Tatry oczami trojga Polaków
Wchodzę do wnętrza góry. Ale to wnętrze – czerwonobrunatne, może odrobinę niepokojące – skrywa w sobie górskie zbocza i szczyty.
Wystawa została zbudowana wokół prac Andrzeja Wróblewskiego – czarno-białych tuszy z widokami Tatr oraz jego geometrycznych abstrakcji z 1948 roku. Towarzyszące im obrazy, pastele i grafiki Leona Wyczółkowskiego powstały w pierwszej dekadzie XX wieku i są inspirowane japońską sztuką i estetyką – drzeworytami barwnymi ukiyo-e. Wystawę uzupełniają tatrzańskie fotografie Mieczysława Karłowicza, kompozytora, taternika i fotografa. Trzech twórców łączą nie tylko ujęcia wrażeń widokowych, ale i wizualne oddanie doświadczenia wędrówki górskiej.

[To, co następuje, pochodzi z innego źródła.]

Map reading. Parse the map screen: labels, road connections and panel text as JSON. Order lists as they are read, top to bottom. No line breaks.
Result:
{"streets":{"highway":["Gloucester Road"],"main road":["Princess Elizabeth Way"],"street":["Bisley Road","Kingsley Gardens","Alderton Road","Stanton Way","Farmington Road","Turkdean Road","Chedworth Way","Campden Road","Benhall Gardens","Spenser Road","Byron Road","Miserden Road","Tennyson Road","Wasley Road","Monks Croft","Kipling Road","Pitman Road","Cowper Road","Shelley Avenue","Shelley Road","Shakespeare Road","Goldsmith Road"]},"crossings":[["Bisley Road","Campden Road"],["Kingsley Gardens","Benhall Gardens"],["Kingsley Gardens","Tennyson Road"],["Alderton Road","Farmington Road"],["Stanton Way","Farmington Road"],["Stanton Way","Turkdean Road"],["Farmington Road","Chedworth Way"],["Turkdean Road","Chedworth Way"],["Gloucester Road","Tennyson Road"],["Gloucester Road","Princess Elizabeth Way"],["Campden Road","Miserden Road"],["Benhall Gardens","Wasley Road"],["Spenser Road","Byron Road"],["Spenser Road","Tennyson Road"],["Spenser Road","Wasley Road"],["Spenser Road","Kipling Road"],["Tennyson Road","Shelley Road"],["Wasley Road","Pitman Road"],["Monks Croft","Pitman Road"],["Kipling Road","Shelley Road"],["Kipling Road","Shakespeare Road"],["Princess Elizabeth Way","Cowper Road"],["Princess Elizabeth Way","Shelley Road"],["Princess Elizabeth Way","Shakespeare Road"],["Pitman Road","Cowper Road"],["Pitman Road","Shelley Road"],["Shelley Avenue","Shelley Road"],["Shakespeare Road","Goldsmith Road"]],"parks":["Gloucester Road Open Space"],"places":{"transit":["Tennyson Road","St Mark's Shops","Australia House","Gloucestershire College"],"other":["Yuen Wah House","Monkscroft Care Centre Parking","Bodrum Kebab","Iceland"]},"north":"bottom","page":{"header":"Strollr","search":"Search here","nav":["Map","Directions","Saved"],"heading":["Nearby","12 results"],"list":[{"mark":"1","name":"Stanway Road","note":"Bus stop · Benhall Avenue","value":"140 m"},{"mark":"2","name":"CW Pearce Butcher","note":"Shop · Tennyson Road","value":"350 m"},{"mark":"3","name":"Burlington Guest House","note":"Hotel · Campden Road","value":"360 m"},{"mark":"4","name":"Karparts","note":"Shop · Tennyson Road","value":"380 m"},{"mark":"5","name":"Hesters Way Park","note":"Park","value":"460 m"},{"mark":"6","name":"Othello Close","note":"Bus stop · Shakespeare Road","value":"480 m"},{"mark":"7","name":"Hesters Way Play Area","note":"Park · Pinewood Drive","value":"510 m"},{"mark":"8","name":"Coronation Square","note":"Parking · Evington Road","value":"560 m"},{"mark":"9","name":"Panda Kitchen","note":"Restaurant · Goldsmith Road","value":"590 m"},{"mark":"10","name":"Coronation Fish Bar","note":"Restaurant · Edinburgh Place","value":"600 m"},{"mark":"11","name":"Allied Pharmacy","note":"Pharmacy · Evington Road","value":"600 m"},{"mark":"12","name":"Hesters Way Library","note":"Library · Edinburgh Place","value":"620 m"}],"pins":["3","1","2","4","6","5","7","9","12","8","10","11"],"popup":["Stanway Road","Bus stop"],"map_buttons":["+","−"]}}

Bo góry nie tylko można podziwiać wzrokowo, można się z nimi zmierzyć, można doświadczyć wielorakich emocji i przeżyć podczas górskiej wyprawy: zmaganie i zmęczenie, momentami być może nawet bezsilność, nagrodzone zostają obcowaniem z pięknem natury, z dzikością, pierwotnością. Każdy, kto wchodził na górę, zna to uczucie triumfu i ekstazy, gdy znajdujemy się już na szczycie i sycimy duszę bajecznymi widokami.
Ten sam temat, ten sam obiekt – a ujęty został na tak różny sposób: są kubistyczne, geometryczne kształty (które przełamują barwami monochromatyczność eksponatów wystawy); są czarno-białe, ascetyczne fotografie Karłowicza; są wreszcie, inspirowane duchem Japonii, szkice tuszem. Co ciekawe, na zgromadzonych obrazach i zdjęciach prawie nie dostrzega się postaci ludzkich – za wyjątkiem pary narciarzy. Tak, jak jedna osoba może zostać opisana w rozmaity sposób przez kilkorga ludzi, tak samo i z górami. Niby te same Tatry, niby poznawane w podobnym okresie czasu – a jakie różnice w artystycznym utrwaleniu. Wystawie towarzyszą literackie ujęcia gór, fragmenty listów, pamiętników.
Tatry w ujęciu trzech Polaków jawią się jako obiekty nęcące, imponujące, ale i groźne – nie bez powodu. Dwóch artystów, których prace składają się na krakowską wystawę, zginęło w górach. Andrzej Wróblewski, urodzony 15 czerwca 1927 w Wilnie, zginął podczas wyprawy w Tatry 23 marca 1957. Mieczysław Karłowicz, dziś znany jako muzyk i dyrygent, także zginął tragicznie w Tatrach – 8 lutego 1909. Już samo oglądanie eksponatów wystawy „Tatry…” wywołuje tęsknotę za górską wędrówką, za tym wysiłkiem wspinaczki, nagrodzonym wspaniałymi widokami. Jednocześnie utrwalone widoki szczytów tatrzańskich same w sobie są pewnym rodzajem wyprawy, obcowania z przyrodą, przeżyciem i doznaniem.
*
Korzystałam z materiałów prasowych wystawy.
Wystawę „Tatry. Wróblewski. Karłowicz. Wyczółkowski” można oglądać w krakowskim Muzeum Manggha do 5. listopada 2023.